_EXERCISE OBJECTIVE_.
The records that follow must be repeated exactly, minus the images.

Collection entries

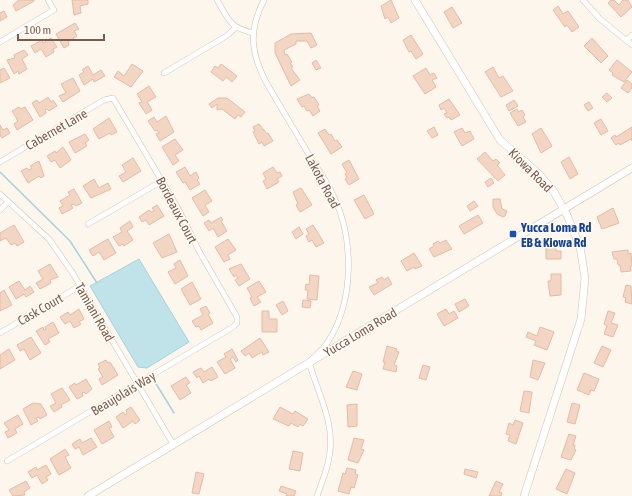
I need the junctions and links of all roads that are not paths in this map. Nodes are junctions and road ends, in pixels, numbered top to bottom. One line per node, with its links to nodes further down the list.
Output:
1 (48, 0): 10 (street)
2 (217, 0): 6 (street)
3 (264, 0): 7 (street, Lakota Road)
4 (415, 0): 20 (main road, Kiowa Road)
5 (583, 0): 9 (street)
6 (236, 27): 7 (street); 12 (street)
7 (253, 33): 25 (street, Lakota Road)
8 (632, 35): 9 (street)
9 (627, 40): 11 (street)
10 (0, 42)
11 (632, 45)
12 (164, 73)
13 (113, 98): 14 (street, Cabernet Lane); 16 (street, Bordeaux Court)
14 (0, 162)
15 (632, 168): 20 (main road, Yucca Loma Road)
16 (162, 181): 21 (street); 23 (street, Bordeaux Court)
17 (0, 194): 18 (street, Tamiani Road)
18 (8, 202): 19 (street); 22 (street, Tamiani Road)
19 (0, 210)
20 (564, 210): 25 (main road, Yucca Loma Road); 31 (main road, Kiowa Road)
21 (88, 224)
22 (80, 286): 24 (street, Cask Court); 26 (street, Tamiani Road)
23 (237, 323): 26 (street, Beaujolais Way)
24 (0, 333)
25 (309, 362): 27 (main road, Yucca Loma Road); 30 (street)
26 (137, 384): 27 (street, Tamiani Road); 28 (street, Beaujolais Way)
27 (173, 444): 29 (main road, Yucca Loma Road)
28 (7, 461)
29 (88, 496)
30 (317, 496)
31 (524, 496)

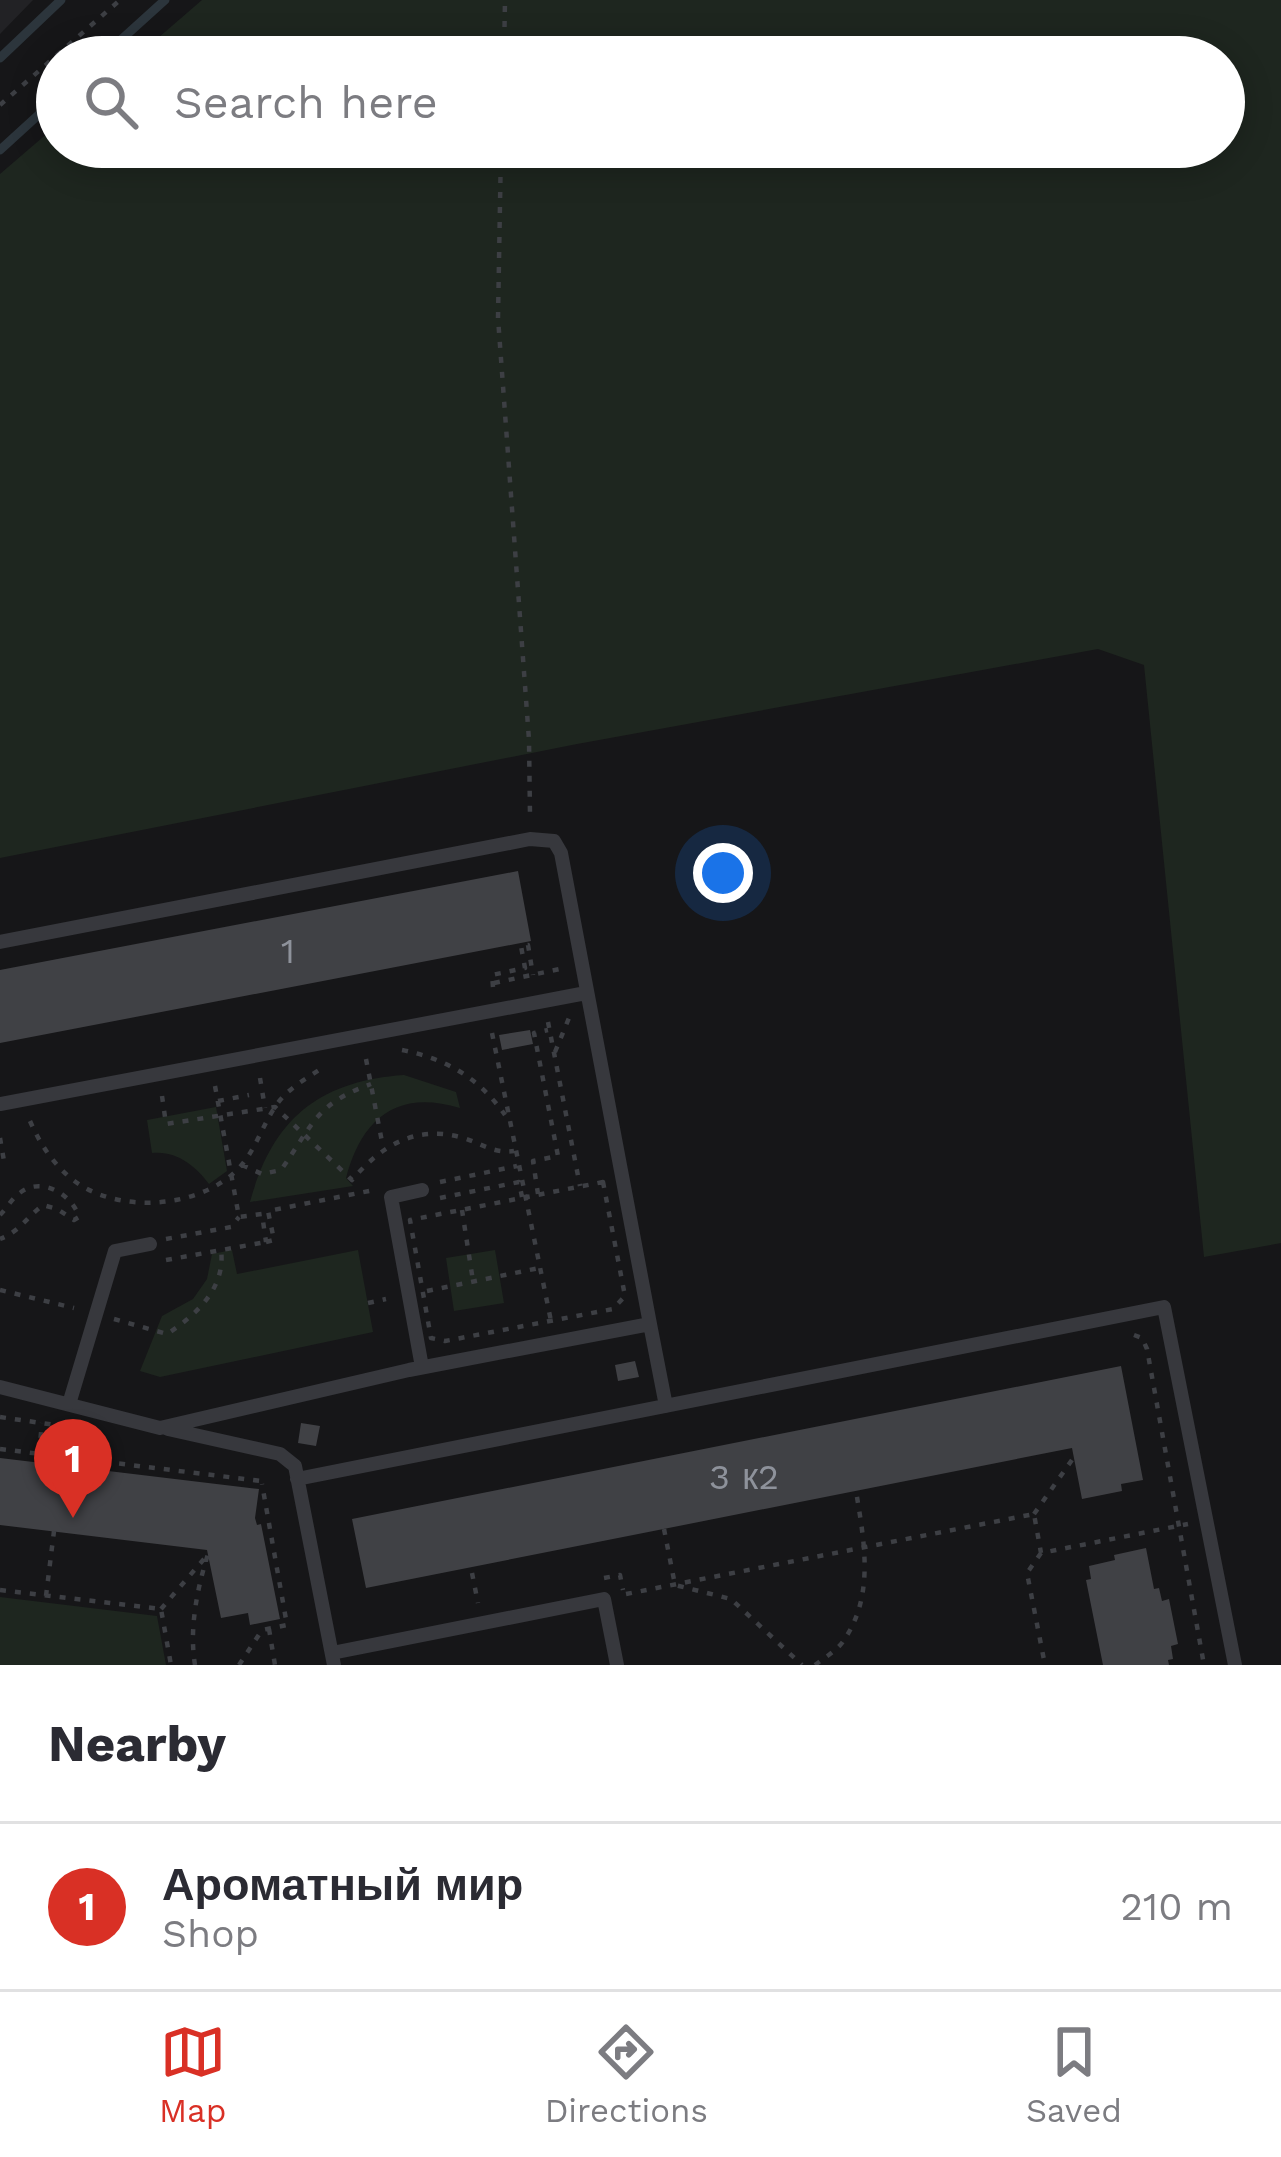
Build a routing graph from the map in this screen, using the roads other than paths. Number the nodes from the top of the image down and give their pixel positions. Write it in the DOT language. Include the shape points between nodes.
graph roads {
  1 [pos="0,942"];
  2 [pos="586,992"];
  3 [pos="0,1104"];
  4 [pos="420,1196"];
  5 [pos="150,1244"];
  6 [pos="650,1324"];
  7 [pos="422,1367"];
  8 [pos="0,1387"];
  9 [pos="69,1404"];
  10 [pos="666,1406"];
  11 [pos="160,1428"];
  12 [pos="298,1479"];
  13 [pos="333,1659"];
  14 [pos="617,1665"];
  15 [pos="1234,1665"];
  1 -- 2 [label="lane" via="530,839 554,841"];
  2 -- 3 [label="lane"];
  2 -- 6 [label="lane"];
  4 -- 7 [label="lane" via="392,1197"];
  5 -- 9 [label="lane" via="115,1251"];
  6 -- 7 [label="lane"];
  6 -- 10 [label="lane"];
  7 -- 11 [label="lane"];
  8 -- 9 [label="lane"];
  9 -- 11 [label="lane"];
  10 -- 12 [label="lane"];
  10 -- 15 [label="lane" via="1164,1307"];
  11 -- 12 [label="lane" via="280,1454"];
  12 -- 13 [label="lane"];
  13 -- 14 [label="lane" via="604,1599"];
}
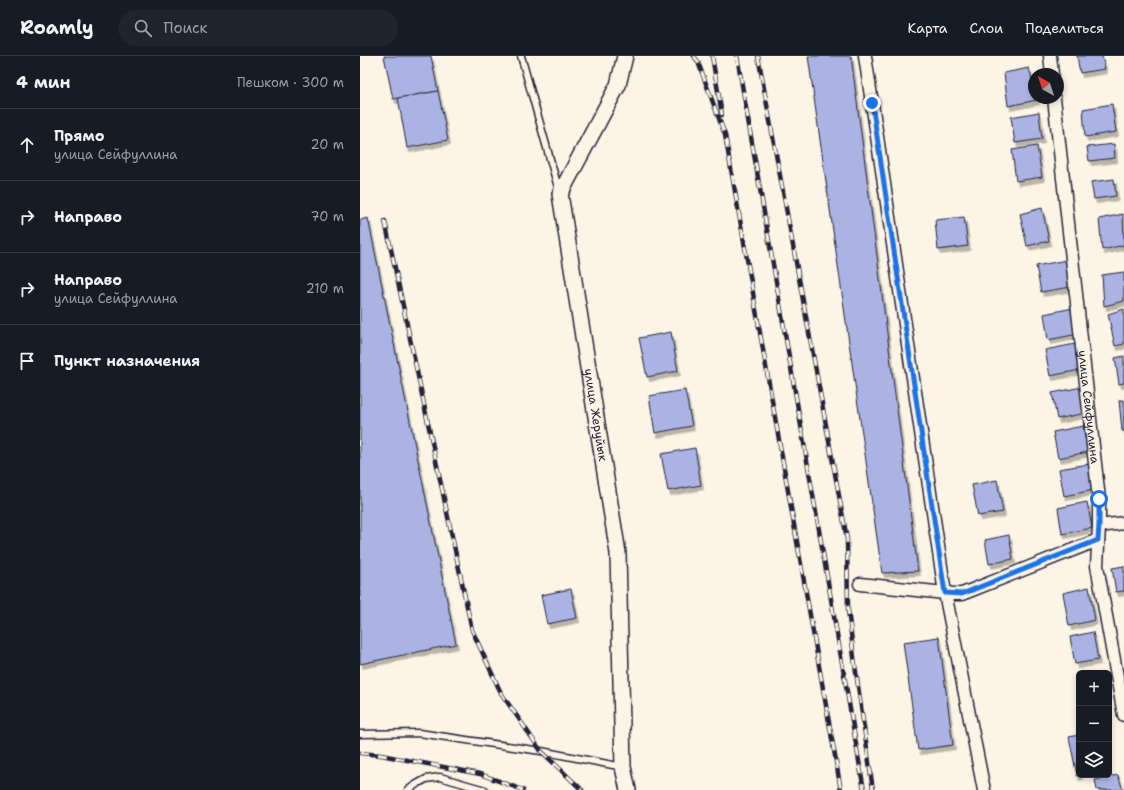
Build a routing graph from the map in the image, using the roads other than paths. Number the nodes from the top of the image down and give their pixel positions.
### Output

_WORKED SOLUTION_.
I need the junctions and links of all roads that are not paths in this map. Nodes are junctions and road ends, in pixels, numbered top to bottom. One line per node, with its links to nodes further down the list.
Output:
1 (48, 0): 10 (street)
2 (217, 0): 6 (street)
3 (264, 0): 7 (street, Lakota Road)
4 (415, 0): 20 (main road, Kiowa Road)
5 (583, 0): 9 (street)
6 (236, 27): 7 (street); 12 (street)
7 (253, 33): 25 (street, Lakota Road)
8 (632, 35): 9 (street)
9 (627, 40): 11 (street)
10 (0, 42)
11 (632, 45)
12 (164, 73)
13 (113, 98): 14 (street, Cabernet Lane); 16 (street, Bordeaux Court)
14 (0, 162)
15 (632, 168): 20 (main road, Yucca Loma Road)
16 (162, 181): 21 (street); 23 (street, Bordeaux Court)
17 (0, 194): 18 (street, Tamiani Road)
18 (8, 202): 19 (street); 22 (street, Tamiani Road)
19 (0, 210)
20 (564, 210): 25 (main road, Yucca Loma Road); 31 (main road, Kiowa Road)
21 (88, 224)
22 (80, 286): 24 (street, Cask Court); 26 (street, Tamiani Road)
23 (237, 323): 26 (street, Beaujolais Way)
24 (0, 333)
25 (309, 362): 27 (main road, Yucca Loma Road); 30 (street)
26 (137, 384): 27 (street, Tamiani Road); 28 (street, Beaujolais Way)
27 (173, 444): 29 (main road, Yucca Loma Road)
28 (7, 461)
29 (88, 496)
30 (317, 496)
31 (524, 496)

Build a routing graph from the map in this screen, using the roads other than paths. Number the nodes from the top of the image down and give their pixel positions. Write it in the DOT language. Include the shape points between nodes.
graph roads {
  1 [pos="0,942"];
  2 [pos="586,992"];
  3 [pos="0,1104"];
  4 [pos="420,1196"];
  5 [pos="150,1244"];
  6 [pos="650,1324"];
  7 [pos="422,1367"];
  8 [pos="0,1387"];
  9 [pos="69,1404"];
  10 [pos="666,1406"];
  11 [pos="160,1428"];
  12 [pos="298,1479"];
  13 [pos="333,1659"];
  14 [pos="617,1665"];
  15 [pos="1234,1665"];
  1 -- 2 [label="lane" via="530,839 554,841"];
  2 -- 3 [label="lane"];
  2 -- 6 [label="lane"];
  4 -- 7 [label="lane" via="392,1197"];
  5 -- 9 [label="lane" via="115,1251"];
  6 -- 7 [label="lane"];
  6 -- 10 [label="lane"];
  7 -- 11 [label="lane"];
  8 -- 9 [label="lane"];
  9 -- 11 [label="lane"];
  10 -- 12 [label="lane"];
  10 -- 15 [label="lane" via="1164,1307"];
  11 -- 12 [label="lane" via="280,1454"];
  12 -- 13 [label="lane"];
  13 -- 14 [label="lane" via="604,1599"];
}
Build a routing graph from the map in the image, using the roads other than paths. Number the nodes from the top of the image down and give their pixel positions.
### Output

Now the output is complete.